*WORK REQUEST*: In your copy, leave out the pictures and repeat the entries below exactly.

*DATA RECORDS*:
--------------------------------

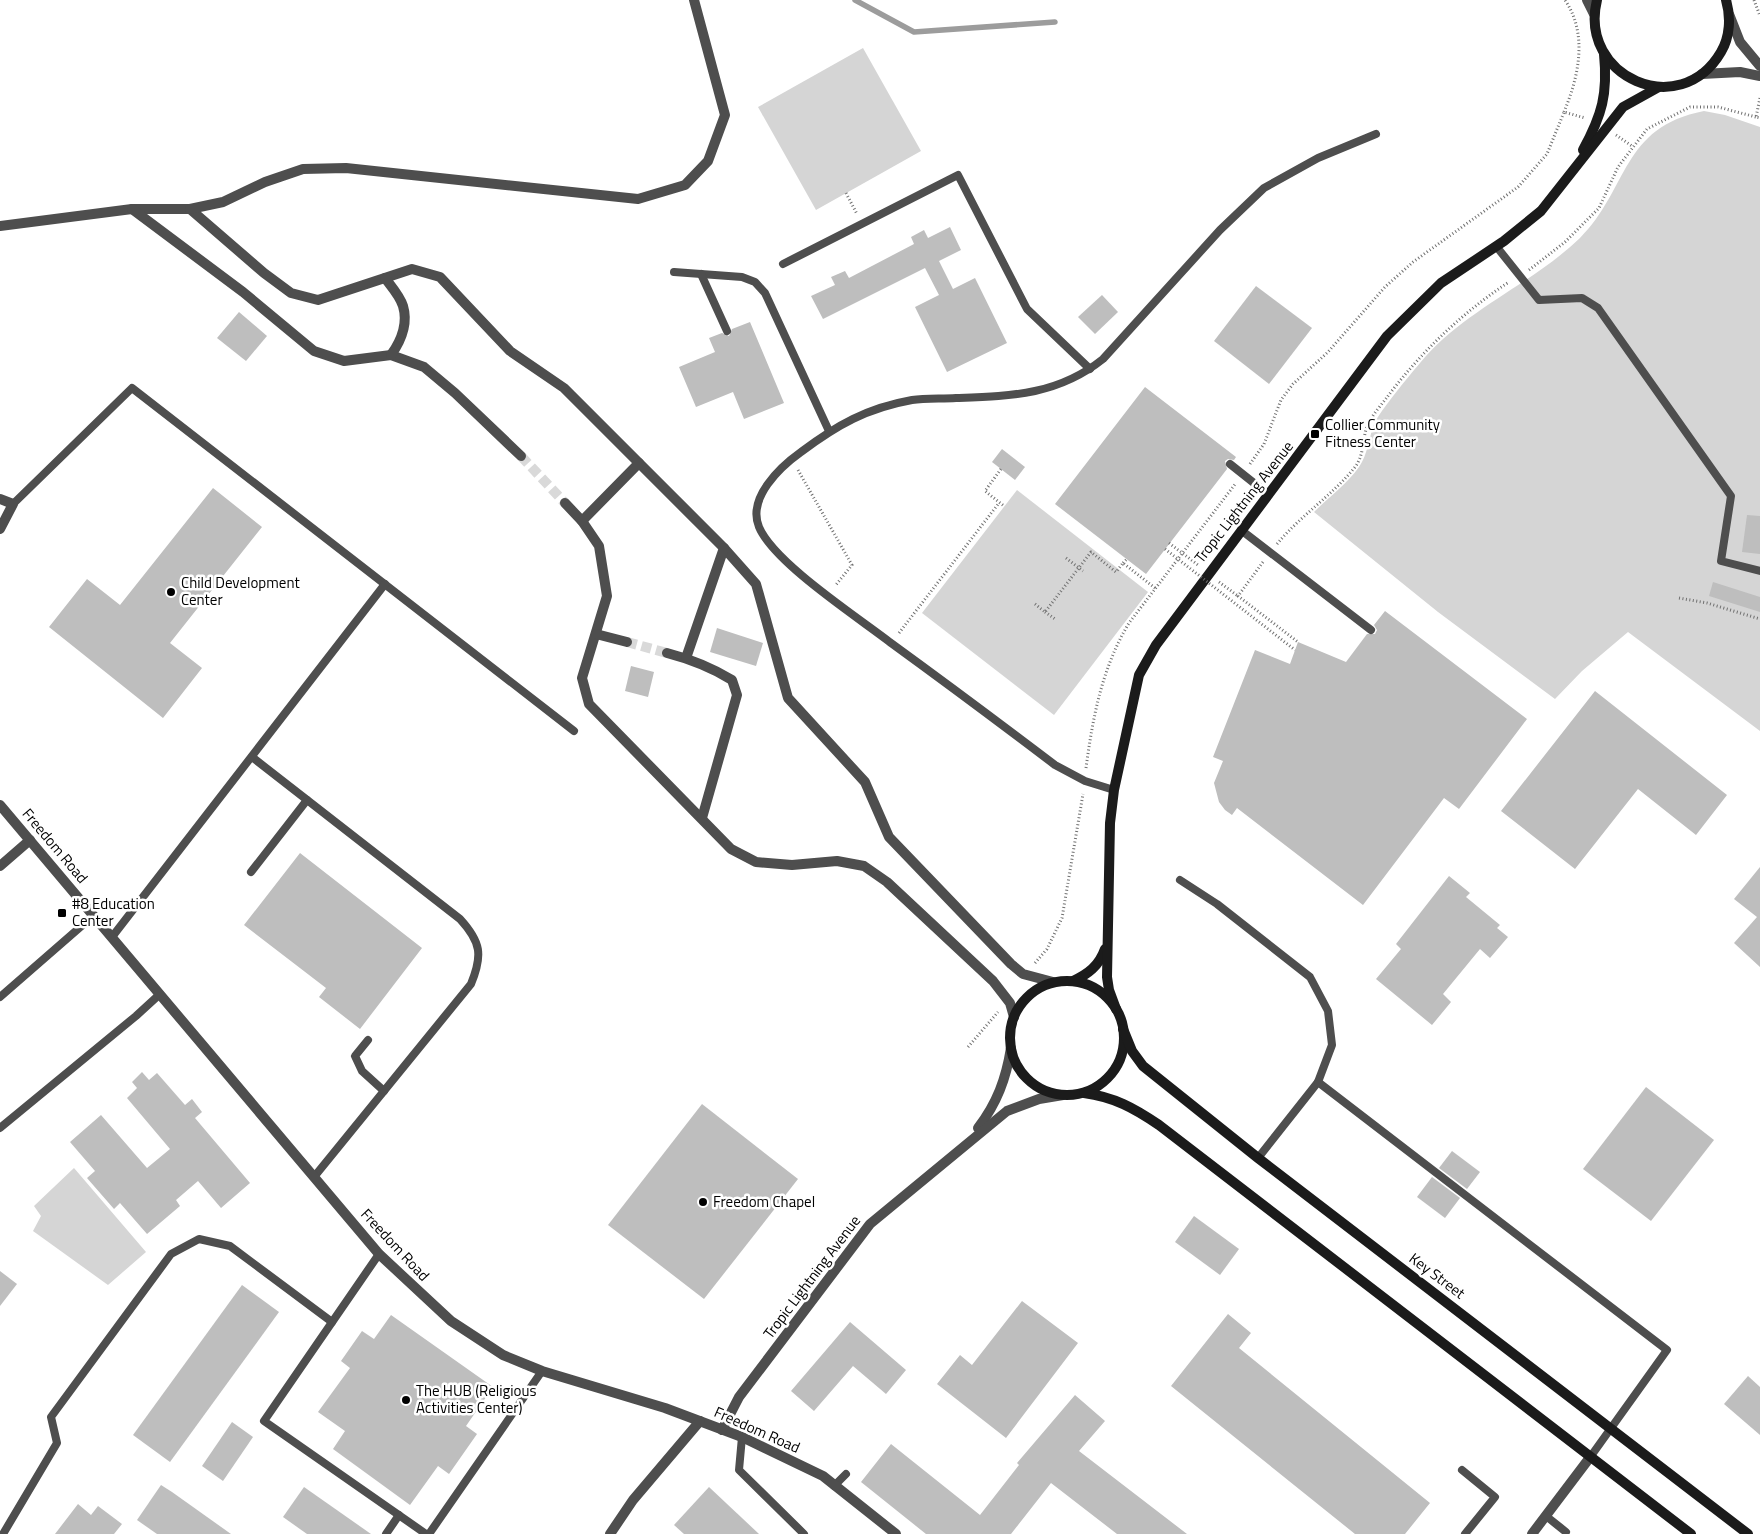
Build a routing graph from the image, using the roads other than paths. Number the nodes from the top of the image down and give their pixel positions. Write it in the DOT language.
graph roads {
  1 [pos="694,0"];
  2 [pos="1587,0"];
  3 [pos="1597,0"];
  4 [pos="1726,0"];
  5 [pos="1729,12"];
  6 [pos="1594,14"];
  7 [pos="1604,54"];
  8 [pos="1760,66"];
  9 [pos="1702,74"];
  10 [pos="1760,76"];
  11 [pos="1660,87"];
  12 [pos="1376,134"];
  13 [pos="1570,173"];
  14 [pos="132,209"];
  15 [pos="190,209"];
  16 [pos="0,226"];
  17 [pos="1496,246"];
  18 [pos="783,264"];
  19 [pos="674,272"];
  20 [pos="701,274"];
  21 [pos="385,278"];
  22 [pos="727,331"];
  23 [pos="391,355"];
  24 [pos="1090,369"];
  25 [pos="830,431"];
  26 [pos="521,456"];
  27 [pos="638,463"];
  28 [pos="1230,464"];
  29 [pos="1269,495"];
  30 [pos="0,499"];
  31 [pos="565,503"];
  32 [pos="13,504"];
  33 [pos="582,521"];
  34 [pos="0,529"];
  35 [pos="1241,530"];
  36 [pos="724,548"];
  37 [pos="1760,571"];
  38 [pos="386,584"];
  39 [pos="1371,630"];
  40 [pos="596,634"];
  41 [pos="627,642"];
  42 [pos="666,653"];
  43 [pos="686,658"];
  44 [pos="574,731"];
  45 [pos="252,757"];
  46 [pos="1114,790"];
  47 [pos="307,800"];
  48 [pos="0,805"];
  49 [pos="702,818"];
  50 [pos="30,840"];
  51 [pos="0,866"];
  52 [pos="251,872"];
  53 [pos="1180,880"];
  54 [pos="93,916"];
  55 [pos="112,937"];
  56 [pos="1109,937"];
  57 [pos="1073,981"];
  58 [pos="1053,982"];
  59 [pos="160,994"];
  60 [pos="0,997"];
  61 [pos="1116,1009"];
  62 [pos="1014,1017"];
  63 [pos="1124,1029"];
  64 [pos="368,1040"];
  65 [pos="1011,1048"];
  66 [pos="1318,1082"];
  67 [pos="384,1091"];
  68 [pos="1084,1093"];
  69 [pos="1063,1095"];
  70 [pos="0,1128"];
  71 [pos="968,1141"];
  72 [pos="1258,1158"];
  73 [pos="314,1177"];
  74 [pos="379,1254"];
  75 [pos="332,1322"];
  76 [pos="542,1371"];
  77 [pos="700,1421"];
  78 [pos="1610,1427"];
  79 [pos="722,1430"];
  80 [pos="742,1437"];
  81 [pos="1591,1456"];
  82 [pos="1462,1470"];
  83 [pos="846,1474"];
  84 [pos="834,1486"];
  85 [pos="399,1515"];
  86 [pos="1546,1516"];
  87 [pos="1566,1532"];
  88 [pos="4,1534"];
  89 [pos="386,1534"];
  90 [pos="428,1534"];
  91 [pos="610,1534"];
  92 [pos="804,1534"];
  93 [pos="896,1534"];
  94 [pos="1465,1534"];
  95 [pos="1532,1534"];
  96 [pos="1691,1534"];
  97 [pos="1748,1534"];
  1 -- 15 [label="street"];
  2 -- 6 [label="street"];
  3 -- 6 [label="main road"];
  4 -- 5 [label="main road"];
  5 -- 8 [label="street"];
  5 -- 9 [label="main road"];
  6 -- 7 [label="main road"];
  7 -- 11 [label="main road"];
  7 -- 13 [label="main road"];
  9 -- 10 [label="street"];
  9 -- 11 [label="main road"];
  11 -- 13 [label="main road"];
  12 -- 24 [label="lane"];
  13 -- 17 [label="main road, Tropic Lightning Avenue"];
  14 -- 15 [label="street"];
  14 -- 16 [label="street"];
  14 -- 23 [label="street"];
  15 -- 21 [label="street"];
  17 -- 29 [label="main road, Tropic Lightning Avenue"];
  17 -- 37 [label="lane"];
  18 -- 24 [label="lane"];
  19 -- 20 [label="lane"];
  20 -- 22 [label="lane"];
  20 -- 25 [label="lane"];
  21 -- 23 [label="street"];
  21 -- 27 [label="street"];
  23 -- 26 [label="street"];
  24 -- 25 [label="lane"];
  25 -- 46 [label="lane"];
  27 -- 33 [label="street"];
  27 -- 36 [label="street"];
  28 -- 29 [label="lane"];
  29 -- 35 [label="main road, Tropic Lightning Avenue"];
  30 -- 32 [label="street"];
  31 -- 33 [label="street"];
  32 -- 34 [label="street"];
  32 -- 38 [label="lane"];
  33 -- 40 [label="street"];
  35 -- 39 [label="lane"];
  35 -- 46 [label="main road, Tropic Lightning Avenue"];
  36 -- 43 [label="street"];
  36 -- 58 [label="street"];
  38 -- 44 [label="lane"];
  38 -- 45 [label="lane"];
  40 -- 41 [label="street"];
  40 -- 49 [label="street"];
  42 -- 43 [label="street"];
  43 -- 49 [label="street"];
  45 -- 47 [label="lane"];
  45 -- 55 [label="lane"];
  46 -- 56 [label="main road, Tropic Lightning Avenue"];
  47 -- 52 [label="lane"];
  47 -- 67 [label="lane"];
  48 -- 50 [label="street, Freedom Road"];
  49 -- 62 [label="street"];
  50 -- 51 [label="street"];
  50 -- 54 [label="street, Freedom Road"];
  53 -- 66 [label="lane"];
  54 -- 55 [label="street, Freedom Road"];
  54 -- 60 [label="lane"];
  55 -- 59 [label="street, Freedom Road"];
  56 -- 57 [label="main road"];
  56 -- 61 [label="main road, Tropic Lightning Avenue"];
  57 -- 58 [label="main road"];
  57 -- 61 [label="main road"];
  58 -- 62 [label="main road"];
  59 -- 70 [label="lane"];
  59 -- 73 [label="street, Freedom Road"];
  61 -- 63 [label="main road"];
  62 -- 65 [label="main road"];
  63 -- 68 [label="main road"];
  63 -- 72 [label="main road, Key Street"];
  64 -- 67 [label="lane"];
  65 -- 69 [label="main road"];
  65 -- 71 [label="street"];
  66 -- 72 [label="lane"];
  66 -- 78 [label="lane"];
  67 -- 73 [label="lane"];
  68 -- 69 [label="main road"];
  68 -- 81 [label="main road"];
  69 -- 71 [label="street"];
  71 -- 79 [label="street, Tropic Lightning Avenue"];
  72 -- 78 [label="main road, Key Street"];
  73 -- 74 [label="street, Freedom Road"];
  74 -- 75 [label="lane"];
  74 -- 76 [label="street, Freedom Road"];
  75 -- 85 [label="lane"];
  75 -- 88 [label="lane"];
  76 -- 77 [label="street, Freedom Road"];
  76 -- 90 [label="lane"];
  77 -- 79 [label="street, Freedom Road"];
  77 -- 91 [label="street"];
  78 -- 81 [label="lane"];
  78 -- 97 [label="main road, Key Street"];
  79 -- 80 [label="street, Freedom Road"];
  80 -- 84 [label="street, Freedom Road"];
  80 -- 92 [label="lane"];
  81 -- 86 [label="street"];
  81 -- 96 [label="main road"];
  82 -- 94 [label="lane"];
  83 -- 84 [label="lane"];
  84 -- 93 [label="street, Freedom Road"];
  85 -- 89 [label="lane"];
  85 -- 90 [label="lane"];
  86 -- 87 [label="lane"];
  86 -- 95 [label="street"];
}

--------------------------------

*OUTPUT*:
Build a routing graph from the image, using the roads other than paths. Number the nodes from the top of the image down and give their pixel positions. Write it in the DOT language.
graph roads {
  1 [pos="694,0"];
  2 [pos="1587,0"];
  3 [pos="1597,0"];
  4 [pos="1726,0"];
  5 [pos="1729,12"];
  6 [pos="1594,14"];
  7 [pos="1604,54"];
  8 [pos="1760,66"];
  9 [pos="1702,74"];
  10 [pos="1760,76"];
  11 [pos="1660,87"];
  12 [pos="1376,134"];
  13 [pos="1570,173"];
  14 [pos="132,209"];
  15 [pos="190,209"];
  16 [pos="0,226"];
  17 [pos="1496,246"];
  18 [pos="783,264"];
  19 [pos="674,272"];
  20 [pos="701,274"];
  21 [pos="385,278"];
  22 [pos="727,331"];
  23 [pos="391,355"];
  24 [pos="1090,369"];
  25 [pos="830,431"];
  26 [pos="521,456"];
  27 [pos="638,463"];
  28 [pos="1230,464"];
  29 [pos="1269,495"];
  30 [pos="0,499"];
  31 [pos="565,503"];
  32 [pos="13,504"];
  33 [pos="582,521"];
  34 [pos="0,529"];
  35 [pos="1241,530"];
  36 [pos="724,548"];
  37 [pos="1760,571"];
  38 [pos="386,584"];
  39 [pos="1371,630"];
  40 [pos="596,634"];
  41 [pos="627,642"];
  42 [pos="666,653"];
  43 [pos="686,658"];
  44 [pos="574,731"];
  45 [pos="252,757"];
  46 [pos="1114,790"];
  47 [pos="307,800"];
  48 [pos="0,805"];
  49 [pos="702,818"];
  50 [pos="30,840"];
  51 [pos="0,866"];
  52 [pos="251,872"];
  53 [pos="1180,880"];
  54 [pos="93,916"];
  55 [pos="112,937"];
  56 [pos="1109,937"];
  57 [pos="1073,981"];
  58 [pos="1053,982"];
  59 [pos="160,994"];
  60 [pos="0,997"];
  61 [pos="1116,1009"];
  62 [pos="1014,1017"];
  63 [pos="1124,1029"];
  64 [pos="368,1040"];
  65 [pos="1011,1048"];
  66 [pos="1318,1082"];
  67 [pos="384,1091"];
  68 [pos="1084,1093"];
  69 [pos="1063,1095"];
  70 [pos="0,1128"];
  71 [pos="968,1141"];
  72 [pos="1258,1158"];
  73 [pos="314,1177"];
  74 [pos="379,1254"];
  75 [pos="332,1322"];
  76 [pos="542,1371"];
  77 [pos="700,1421"];
  78 [pos="1610,1427"];
  79 [pos="722,1430"];
  80 [pos="742,1437"];
  81 [pos="1591,1456"];
  82 [pos="1462,1470"];
  83 [pos="846,1474"];
  84 [pos="834,1486"];
  85 [pos="399,1515"];
  86 [pos="1546,1516"];
  87 [pos="1566,1532"];
  88 [pos="4,1534"];
  89 [pos="386,1534"];
  90 [pos="428,1534"];
  91 [pos="610,1534"];
  92 [pos="804,1534"];
  93 [pos="896,1534"];
  94 [pos="1465,1534"];
  95 [pos="1532,1534"];
  96 [pos="1691,1534"];
  97 [pos="1748,1534"];
  1 -- 15 [label="street"];
  2 -- 6 [label="street"];
  3 -- 6 [label="main road"];
  4 -- 5 [label="main road"];
  5 -- 8 [label="street"];
  5 -- 9 [label="main road"];
  6 -- 7 [label="main road"];
  7 -- 11 [label="main road"];
  7 -- 13 [label="main road"];
  9 -- 10 [label="street"];
  9 -- 11 [label="main road"];
  11 -- 13 [label="main road"];
  12 -- 24 [label="lane"];
  13 -- 17 [label="main road, Tropic Lightning Avenue"];
  14 -- 15 [label="street"];
  14 -- 16 [label="street"];
  14 -- 23 [label="street"];
  15 -- 21 [label="street"];
  17 -- 29 [label="main road, Tropic Lightning Avenue"];
  17 -- 37 [label="lane"];
  18 -- 24 [label="lane"];
  19 -- 20 [label="lane"];
  20 -- 22 [label="lane"];
  20 -- 25 [label="lane"];
  21 -- 23 [label="street"];
  21 -- 27 [label="street"];
  23 -- 26 [label="street"];
  24 -- 25 [label="lane"];
  25 -- 46 [label="lane"];
  27 -- 33 [label="street"];
  27 -- 36 [label="street"];
  28 -- 29 [label="lane"];
  29 -- 35 [label="main road, Tropic Lightning Avenue"];
  30 -- 32 [label="street"];
  31 -- 33 [label="street"];
  32 -- 34 [label="street"];
  32 -- 38 [label="lane"];
  33 -- 40 [label="street"];
  35 -- 39 [label="lane"];
  35 -- 46 [label="main road, Tropic Lightning Avenue"];
  36 -- 43 [label="street"];
  36 -- 58 [label="street"];
  38 -- 44 [label="lane"];
  38 -- 45 [label="lane"];
  40 -- 41 [label="street"];
  40 -- 49 [label="street"];
  42 -- 43 [label="street"];
  43 -- 49 [label="street"];
  45 -- 47 [label="lane"];
  45 -- 55 [label="lane"];
  46 -- 56 [label="main road, Tropic Lightning Avenue"];
  47 -- 52 [label="lane"];
  47 -- 67 [label="lane"];
  48 -- 50 [label="street, Freedom Road"];
  49 -- 62 [label="street"];
  50 -- 51 [label="street"];
  50 -- 54 [label="street, Freedom Road"];
  53 -- 66 [label="lane"];
  54 -- 55 [label="street, Freedom Road"];
  54 -- 60 [label="lane"];
  55 -- 59 [label="street, Freedom Road"];
  56 -- 57 [label="main road"];
  56 -- 61 [label="main road, Tropic Lightning Avenue"];
  57 -- 58 [label="main road"];
  57 -- 61 [label="main road"];
  58 -- 62 [label="main road"];
  59 -- 70 [label="lane"];
  59 -- 73 [label="street, Freedom Road"];
  61 -- 63 [label="main road"];
  62 -- 65 [label="main road"];
  63 -- 68 [label="main road"];
  63 -- 72 [label="main road, Key Street"];
  64 -- 67 [label="lane"];
  65 -- 69 [label="main road"];
  65 -- 71 [label="street"];
  66 -- 72 [label="lane"];
  66 -- 78 [label="lane"];
  67 -- 73 [label="lane"];
  68 -- 69 [label="main road"];
  68 -- 81 [label="main road"];
  69 -- 71 [label="street"];
  71 -- 79 [label="street, Tropic Lightning Avenue"];
  72 -- 78 [label="main road, Key Street"];
  73 -- 74 [label="street, Freedom Road"];
  74 -- 75 [label="lane"];
  74 -- 76 [label="street, Freedom Road"];
  75 -- 85 [label="lane"];
  75 -- 88 [label="lane"];
  76 -- 77 [label="street, Freedom Road"];
  76 -- 90 [label="lane"];
  77 -- 79 [label="street, Freedom Road"];
  77 -- 91 [label="street"];
  78 -- 81 [label="lane"];
  78 -- 97 [label="main road, Key Street"];
  79 -- 80 [label="street, Freedom Road"];
  80 -- 84 [label="street, Freedom Road"];
  80 -- 92 [label="lane"];
  81 -- 86 [label="street"];
  81 -- 96 [label="main road"];
  82 -- 94 [label="lane"];
  83 -- 84 [label="lane"];
  84 -- 93 [label="street, Freedom Road"];
  85 -- 89 [label="lane"];
  85 -- 90 [label="lane"];
  86 -- 87 [label="lane"];
  86 -- 95 [label="street"];
}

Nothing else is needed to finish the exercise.